___ Data for this exercise ___

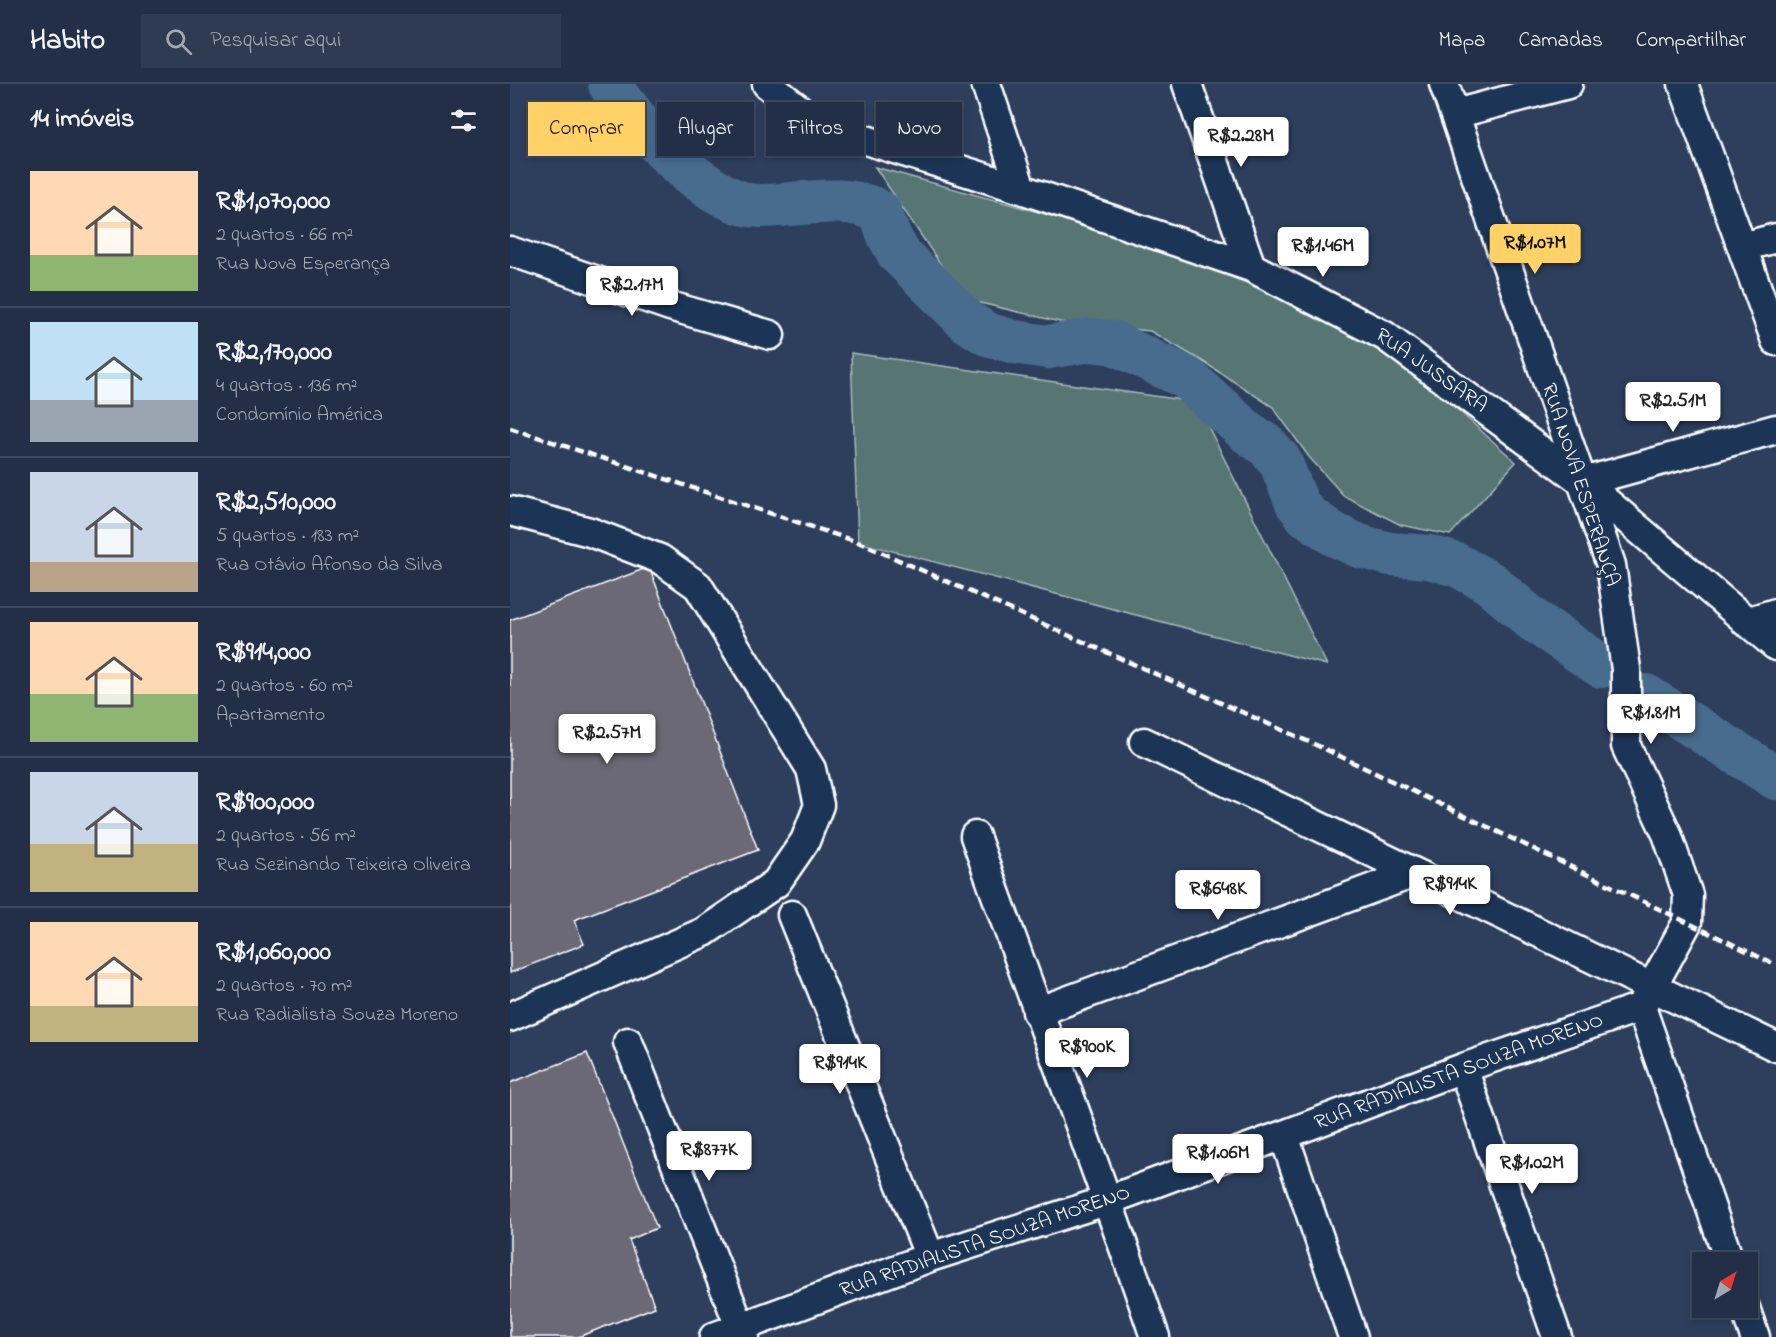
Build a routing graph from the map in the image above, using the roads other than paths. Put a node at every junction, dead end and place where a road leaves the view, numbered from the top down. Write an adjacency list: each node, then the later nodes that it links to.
1 (767, 84): 8 (street, RUA JUSSARA)
2 (986, 84): 8 (street)
3 (1187, 84): 12 (street)
4 (1444, 84): 7 (street, RUA NOVA ESPERANÇA)
5 (1568, 84): 7 (street)
6 (1683, 84): 10 (street)
7 (1455, 114): 16 (street, RUA NOVA ESPERANÇA)
8 (1021, 189): 12 (street, RUA JUSSARA)
9 (1776, 238): 10 (street)
10 (1742, 247): 14 (street)
11 (510, 251): 13 (street)
12 (1251, 267): 16 (street, RUA JUSSARA)
13 (770, 335)
14 (1776, 341)
15 (1776, 429): 16 (street)
16 (1582, 482): 19 (street, RUA JUSSARA); 25 (street, RUA NOVA ESPERANÇA)
17 (510, 511): 27 (street)
18 (1776, 613): 19 (street)
19 (1746, 622): 20 (street, RUA JUSSARA)
20 (1776, 646)
21 (1144, 742): 23 (street)
22 (975, 836): 26 (street)
23 (1414, 873): 25 (street); 26 (street)
24 (792, 915): 34 (street)
25 (1647, 998): 29 (street); 30 (street, RUA RADIALISTA SOUZA MORENO); 33 (street)
26 (1037, 1012): 32 (street)
27 (510, 1017)
28 (628, 1042): 36 (street)
29 (1776, 1047)
30 (1463, 1068): 31 (street, RUA RADIALISTA SOUZA MORENO); 40 (street)
31 (1284, 1136): 32 (street, RUA RADIALISTA SOUZA MORENO); 39 (street)
32 (1109, 1200): 34 (street, RUA RADIALISTA SOUZA MORENO); 38 (street)
33 (1727, 1252)
34 (930, 1257): 36 (street, RUA RADIALISTA SOUZA MORENO)
35 (1748, 1318): 41 (street)
36 (743, 1332): 37 (street, RUA RADIALISTA SOUZA MORENO)
37 (714, 1337)
38 (1155, 1337)
39 (1353, 1337)
40 (1557, 1337)
41 (1755, 1337)

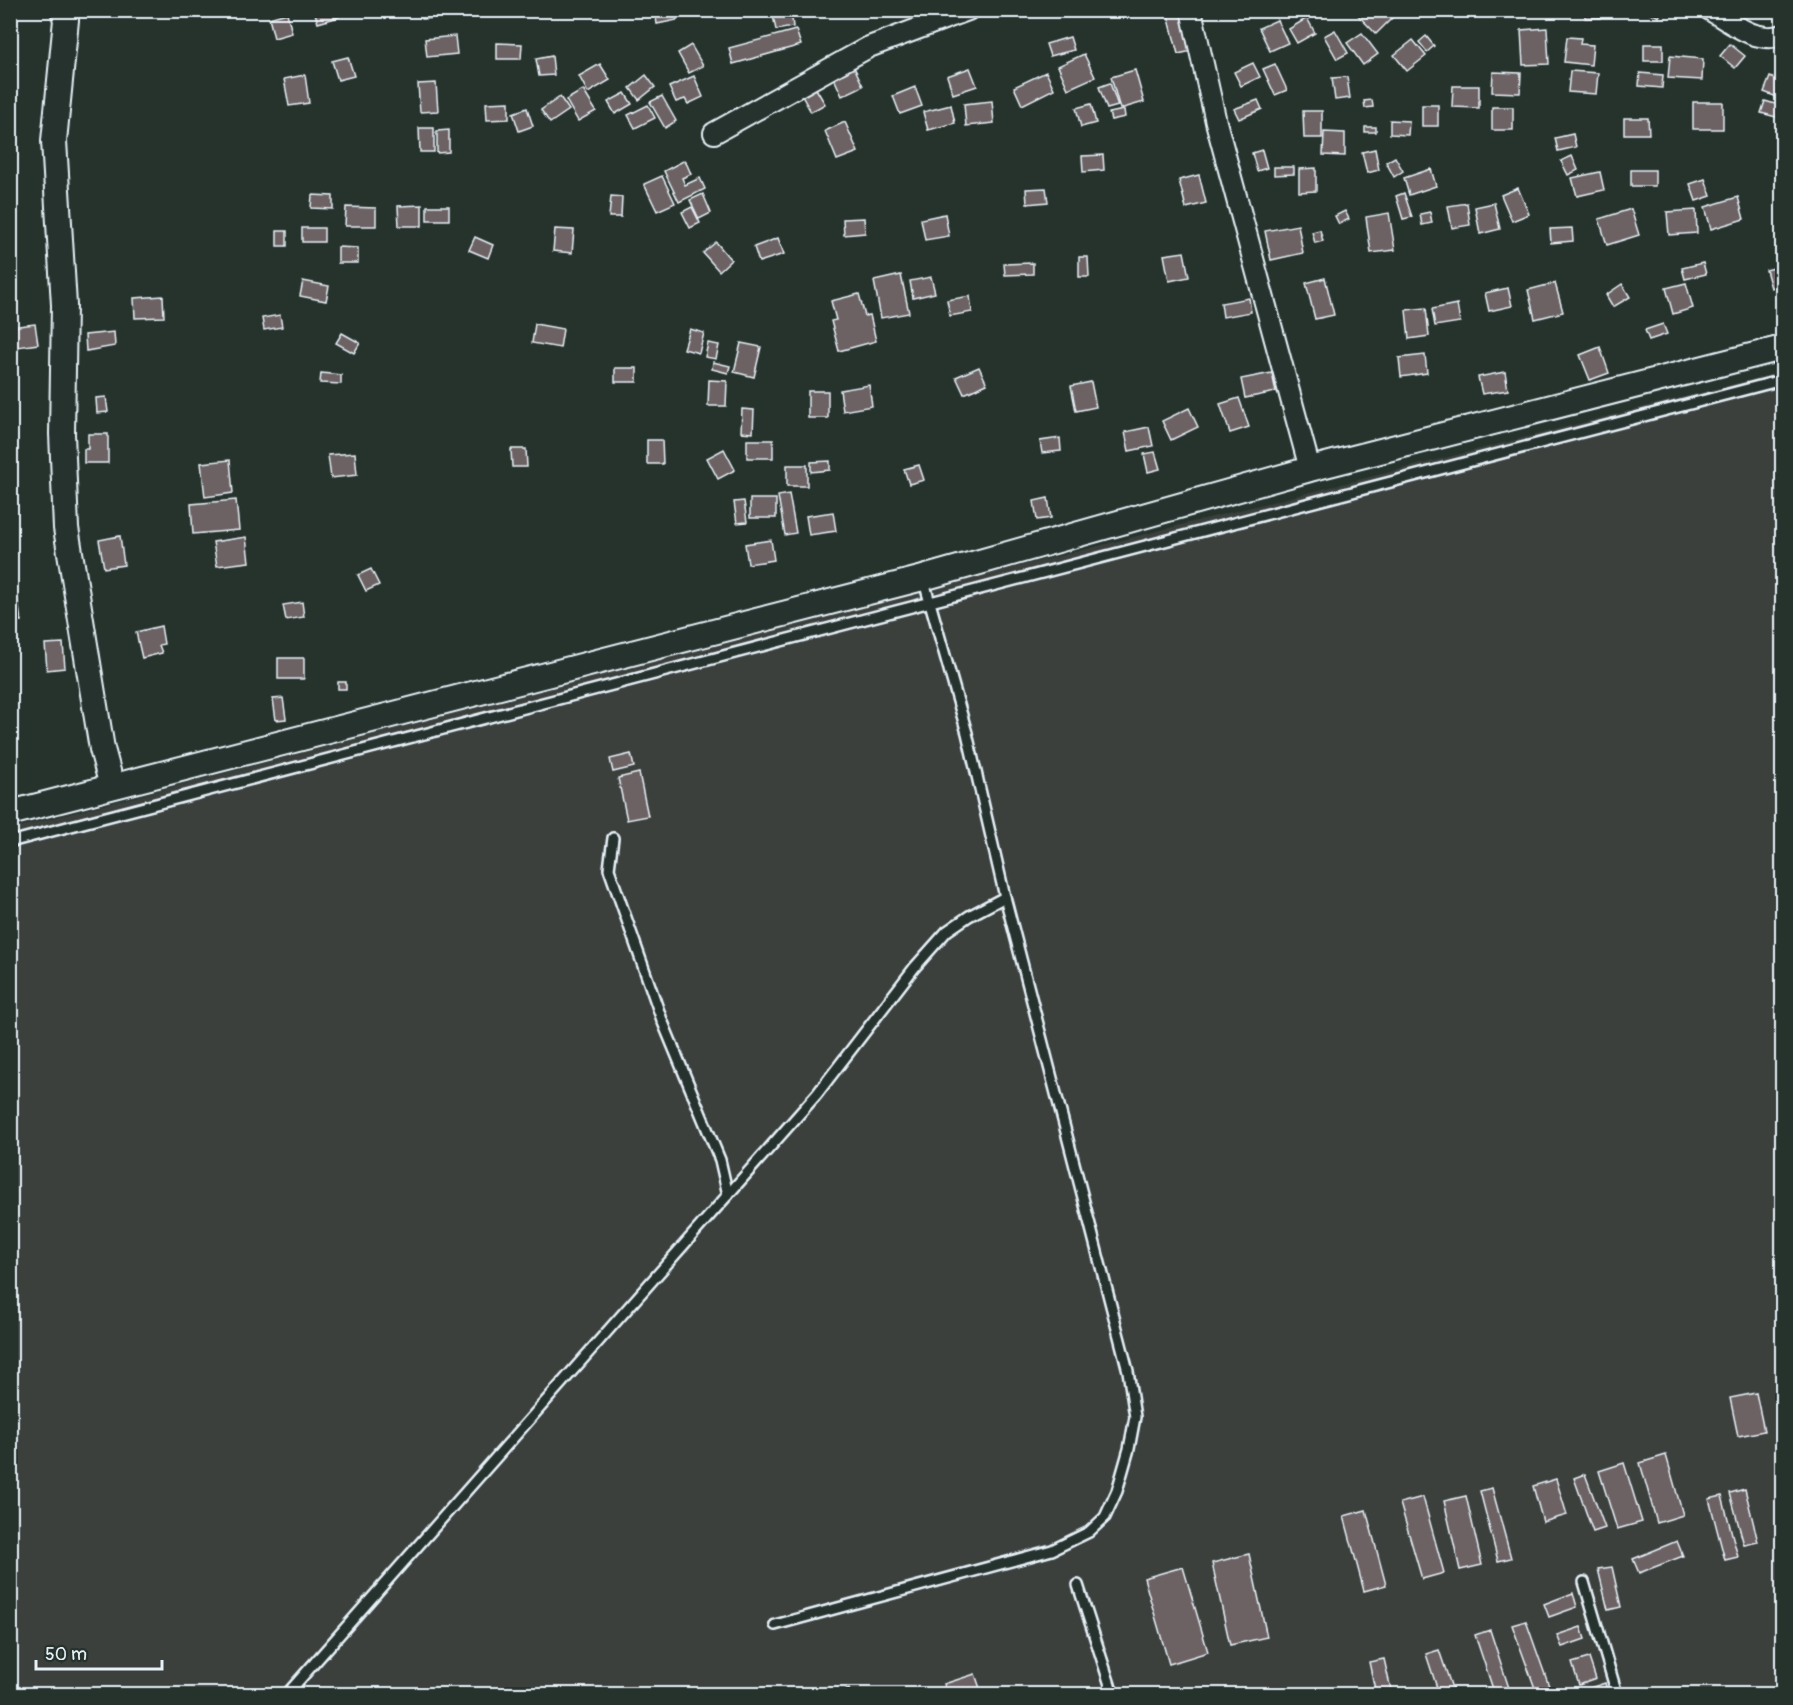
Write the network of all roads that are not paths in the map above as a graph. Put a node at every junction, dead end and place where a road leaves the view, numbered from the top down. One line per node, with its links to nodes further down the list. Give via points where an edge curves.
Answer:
1 (63, 10): 12 (street, via 66,20 54,141 64,304 66,528 102,749)
2 (968, 10): 6 (street, via 869,47)
3 (1191, 10): 9 (street, via 1216,122)
4 (1710, 10): 5 (street, via 1756,37)
5 (1782, 35)
6 (714, 133)
7 (1782, 348): 9 (street)
8 (1782, 380): 11 (lane)
9 (1310, 469): 10 (street)
10 (923, 578): 11 (lane); 12 (street)
11 (931, 604): 15 (lane); 16 (lane, via 967,733)
12 (112, 786): 13 (street)
13 (10, 813)
14 (613, 838): 17 (lane, via 609,869 662,1020 720,1160)
15 (10, 842)
16 (1005, 897): 17 (lane, via 947,931 817,1094); 20 (lane, via 1128,1371 1135,1417 1117,1491 1105,1517 1089,1532 1052,1550)
17 (728, 1196): 21 (lane)
18 (1584, 1582): 23 (lane)
19 (1078, 1585): 22 (lane)
20 (775, 1624)
21 (286, 1695)
22 (1113, 1695)
23 (1617, 1695)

___

• _Aim of the task_:
Reproduce the records, all of them, word for word; omit the pictures.

• _Result_:
Build a routing graph from the map in the image above, using the roads other than paths. Put a node at every junction, dead end and place where a road leaves the view, numbered from the top down. Write an adjacency list: each node, then the later nodes that it links to.
1 (767, 84): 8 (street, RUA JUSSARA)
2 (986, 84): 8 (street)
3 (1187, 84): 12 (street)
4 (1444, 84): 7 (street, RUA NOVA ESPERANÇA)
5 (1568, 84): 7 (street)
6 (1683, 84): 10 (street)
7 (1455, 114): 16 (street, RUA NOVA ESPERANÇA)
8 (1021, 189): 12 (street, RUA JUSSARA)
9 (1776, 238): 10 (street)
10 (1742, 247): 14 (street)
11 (510, 251): 13 (street)
12 (1251, 267): 16 (street, RUA JUSSARA)
13 (770, 335)
14 (1776, 341)
15 (1776, 429): 16 (street)
16 (1582, 482): 19 (street, RUA JUSSARA); 25 (street, RUA NOVA ESPERANÇA)
17 (510, 511): 27 (street)
18 (1776, 613): 19 (street)
19 (1746, 622): 20 (street, RUA JUSSARA)
20 (1776, 646)
21 (1144, 742): 23 (street)
22 (975, 836): 26 (street)
23 (1414, 873): 25 (street); 26 (street)
24 (792, 915): 34 (street)
25 (1647, 998): 29 (street); 30 (street, RUA RADIALISTA SOUZA MORENO); 33 (street)
26 (1037, 1012): 32 (street)
27 (510, 1017)
28 (628, 1042): 36 (street)
29 (1776, 1047)
30 (1463, 1068): 31 (street, RUA RADIALISTA SOUZA MORENO); 40 (street)
31 (1284, 1136): 32 (street, RUA RADIALISTA SOUZA MORENO); 39 (street)
32 (1109, 1200): 34 (street, RUA RADIALISTA SOUZA MORENO); 38 (street)
33 (1727, 1252)
34 (930, 1257): 36 (street, RUA RADIALISTA SOUZA MORENO)
35 (1748, 1318): 41 (street)
36 (743, 1332): 37 (street, RUA RADIALISTA SOUZA MORENO)
37 (714, 1337)
38 (1155, 1337)
39 (1353, 1337)
40 (1557, 1337)
41 (1755, 1337)

Write the network of all roads that are not paths in the map above as a graph. Put a node at every junction, dead end and place where a road leaves the view, numbered from the top down. One line per node, with its links to nodes further down the list. Give via points where an edge curves.
Answer:
1 (63, 10): 12 (street, via 66,20 54,141 64,304 66,528 102,749)
2 (968, 10): 6 (street, via 869,47)
3 (1191, 10): 9 (street, via 1216,122)
4 (1710, 10): 5 (street, via 1756,37)
5 (1782, 35)
6 (714, 133)
7 (1782, 348): 9 (street)
8 (1782, 380): 11 (lane)
9 (1310, 469): 10 (street)
10 (923, 578): 11 (lane); 12 (street)
11 (931, 604): 15 (lane); 16 (lane, via 967,733)
12 (112, 786): 13 (street)
13 (10, 813)
14 (613, 838): 17 (lane, via 609,869 662,1020 720,1160)
15 (10, 842)
16 (1005, 897): 17 (lane, via 947,931 817,1094); 20 (lane, via 1128,1371 1135,1417 1117,1491 1105,1517 1089,1532 1052,1550)
17 (728, 1196): 21 (lane)
18 (1584, 1582): 23 (lane)
19 (1078, 1585): 22 (lane)
20 (775, 1624)
21 (286, 1695)
22 (1113, 1695)
23 (1617, 1695)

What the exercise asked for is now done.